Pacaraima, cidade localizada em Roraima, tornou-se o principal ponto de entrada para imigrantes venezuelanos em busca de refúgio no Brasil. Desde o agravamento da crise política, econômica e humanitária na Venezuela, milhares de pessoas atravessam diariamente essa fronteira carregando não apenas malas e documentos, mas também o peso da fome, da insegurança e da desesperança.
Segundo dados da Operação Acolhida, mais de 400 mil venezuelanos já entraram no Brasil desde 2017, sendo que muitos chegam em situação de vulnerabilidade extrema. Pacaraima, com pouco mais de 15 mil habitantes, enfrenta o desafio de acolher uma população imigrante que, muitas vezes, é maior do que a sua própria. A estrutura pública não dá conta da demanda por saúde, abrigo, saneamento e educação.
Sofrimento Social e Psíquico: as marcas invisíveis da imigração forçada
A jornada dos imigrantes venezuelanos é marcada por traumas profundos. A separação familiar, a perda de entes queridos, a violência sofrida e testemunhada, além das condições precárias de vida, contribuem para o desenvolvimento de transtornos mentais como depressão, ansiedade e estresse pós-traumático.
Estudos indicam que o sofrimento psíquico-social dos imigrantes carece de compreensão sensível e intercultural, que viabilize a expressão do pavoroso e a articulação de ações frente à marginalização, à falta de emprego e à precariedade de vida. Além disso, a exposição a situações de discriminação, abuso, privação e humilhação faz parte da trajetória de muitos imigrantes, agravando ainda mais o sofrimento psíquico e social.

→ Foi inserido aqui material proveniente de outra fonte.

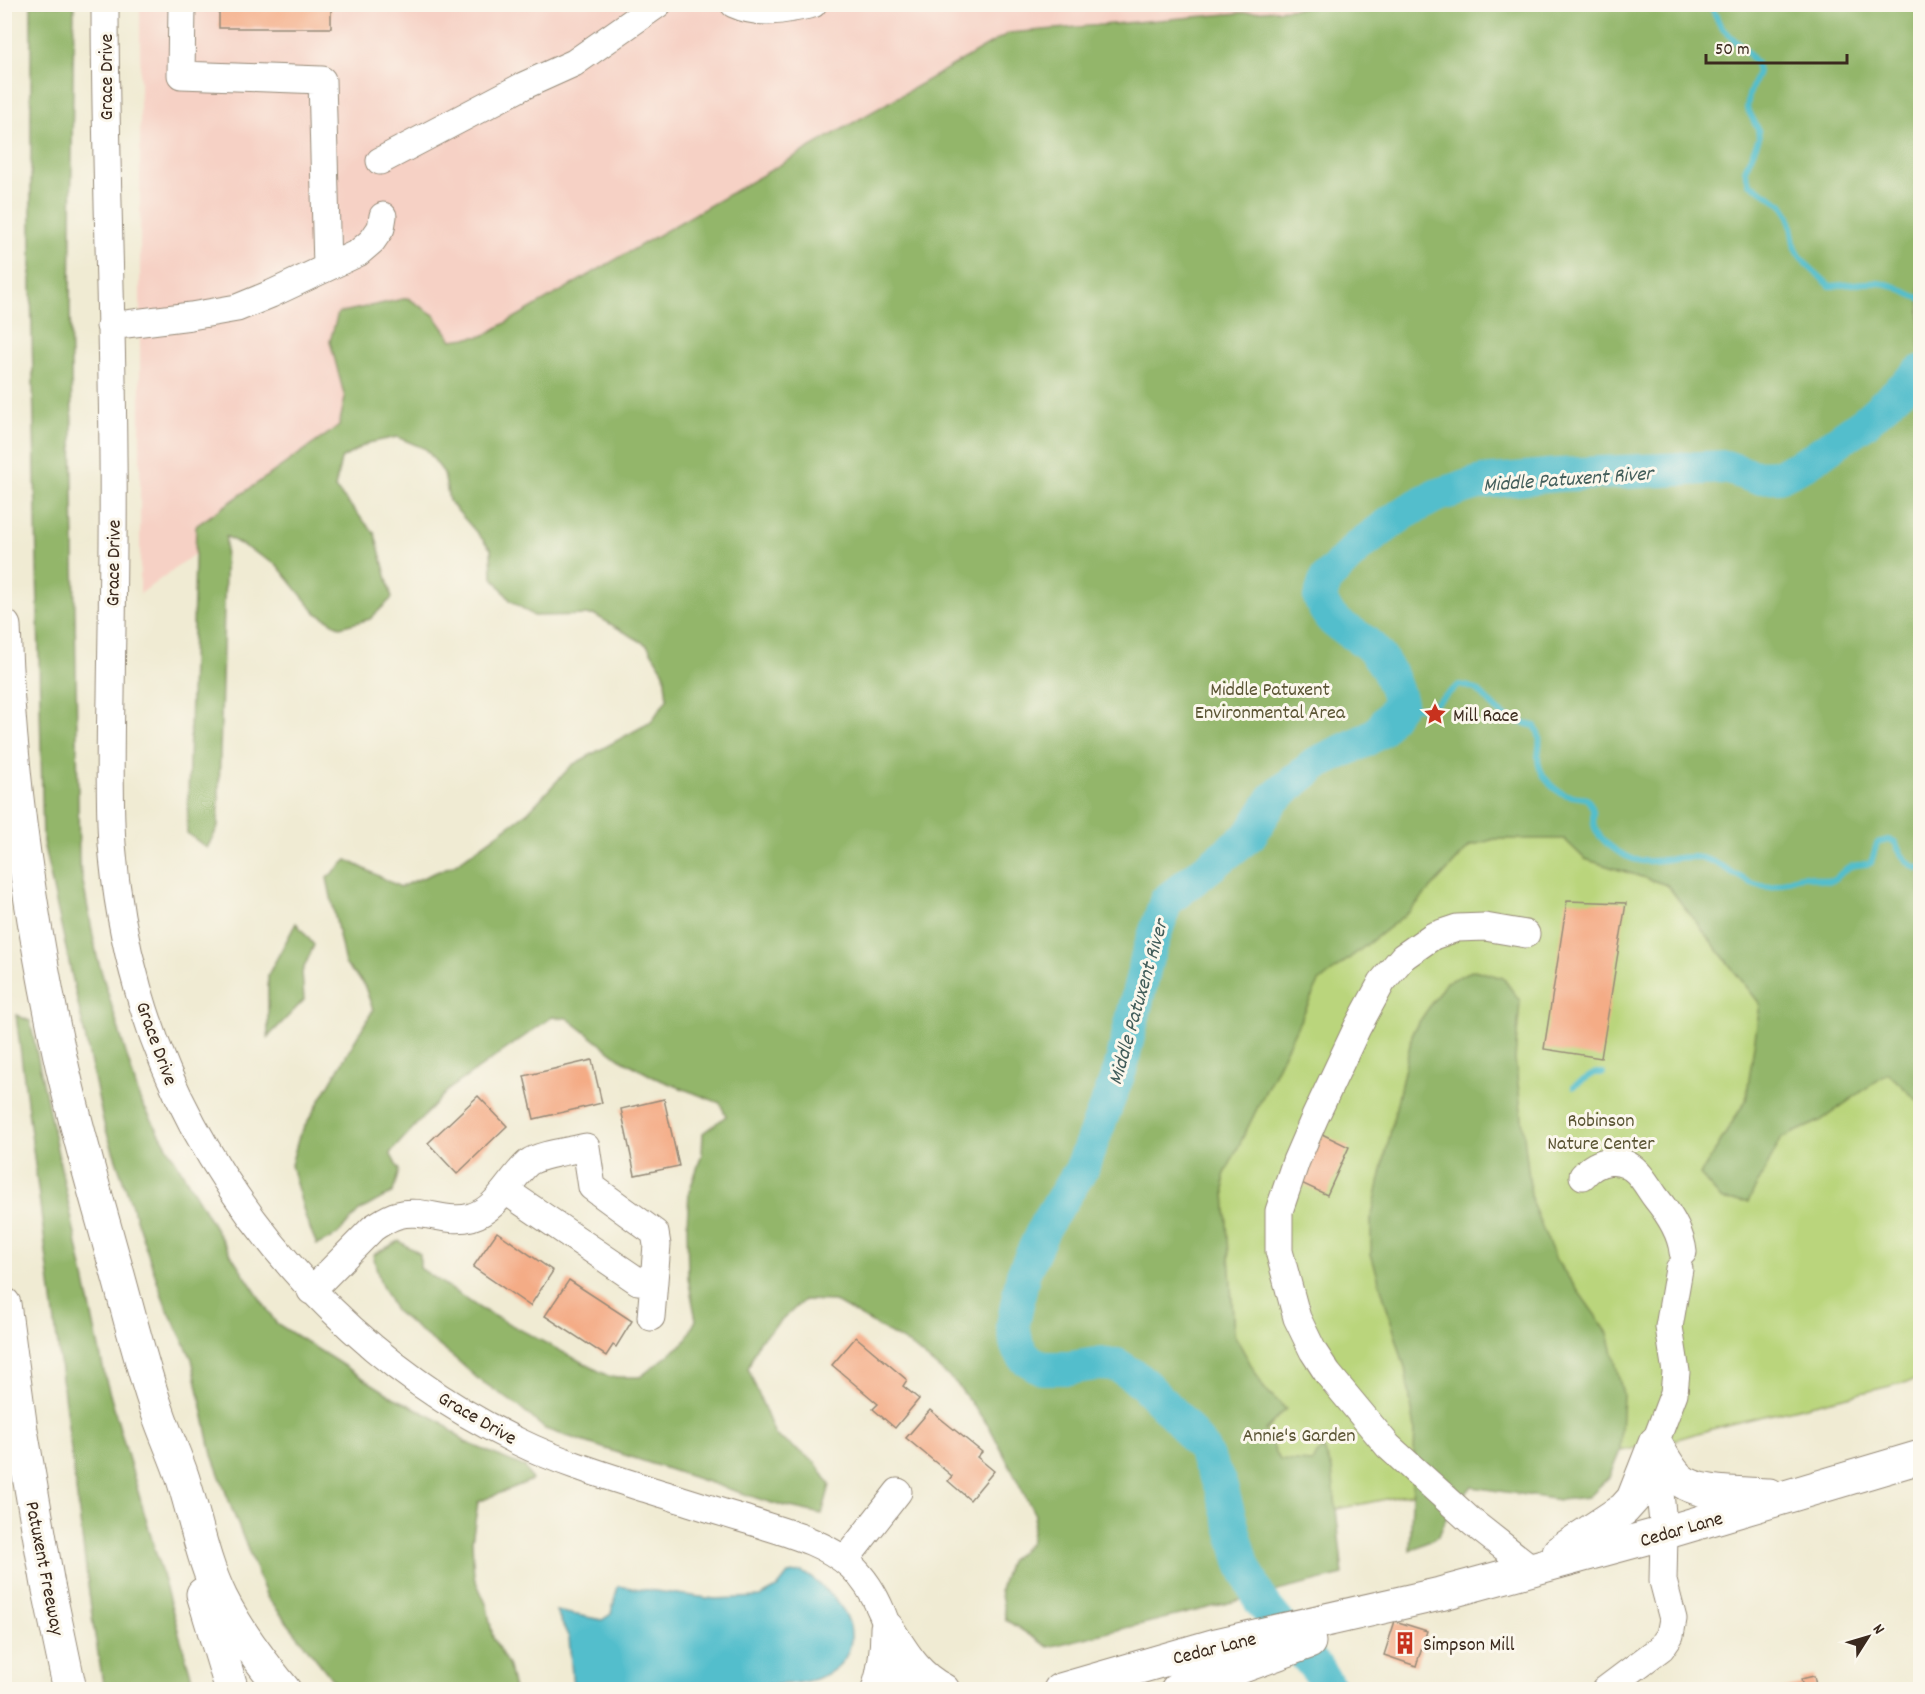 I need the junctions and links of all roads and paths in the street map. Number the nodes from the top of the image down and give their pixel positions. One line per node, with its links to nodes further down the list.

No plano social, o preconceito e a xenofobia dificultam ainda mais a integração dos imigrantes. Mesmo com iniciativas como a Operação Acolhida, que organiza abrigo e interiorização, o sentimento de exclusão persiste. Muitos venezuelanos vivem nas ruas ou em abrigos precários, enfrentando barreiras linguísticas, falta de acesso ao trabalho formal e discriminação cotidiana. O sofrimento social se soma ao sofrimento psíquico, criando um ciclo de exclusão e silenciamento. É preciso garantir o direito à cidade, ao trabalho e à dignidade.
Em tempos em que o Brasil se prepara para sediar a COP 30, a capital paraense Belém se coloca como palco de discussões sobre justiça social, ambiental e climática. Não podemos ignorar que essas agendas estão interligadas. O acolhimento digno de imigrantes em situação de vulnerabilidade é também uma pauta de justiça climática e social. A crise humanitária venezuelana desafia não só os limites geográficos do país, mas a nossa capacidade de responder com humanidade, solidariedade e política pública estruturante.
A imigração venezuelana para o Brasil é um fenômeno complexo que exige respostas humanitárias e políticas públicas robustas. É imperativo que o país desenvolva estratégias que garantam não apenas a assistência imediata, mas também a integração social e econômica dos imigrantes, respeitando seus direitos e dignidade. A empatia e a solidariedade são fundamentais para construir uma sociedade mais justa e inclusiva, onde todos tenham a oportunidade de recomeçar e reconstruir suas vidas com dignidade.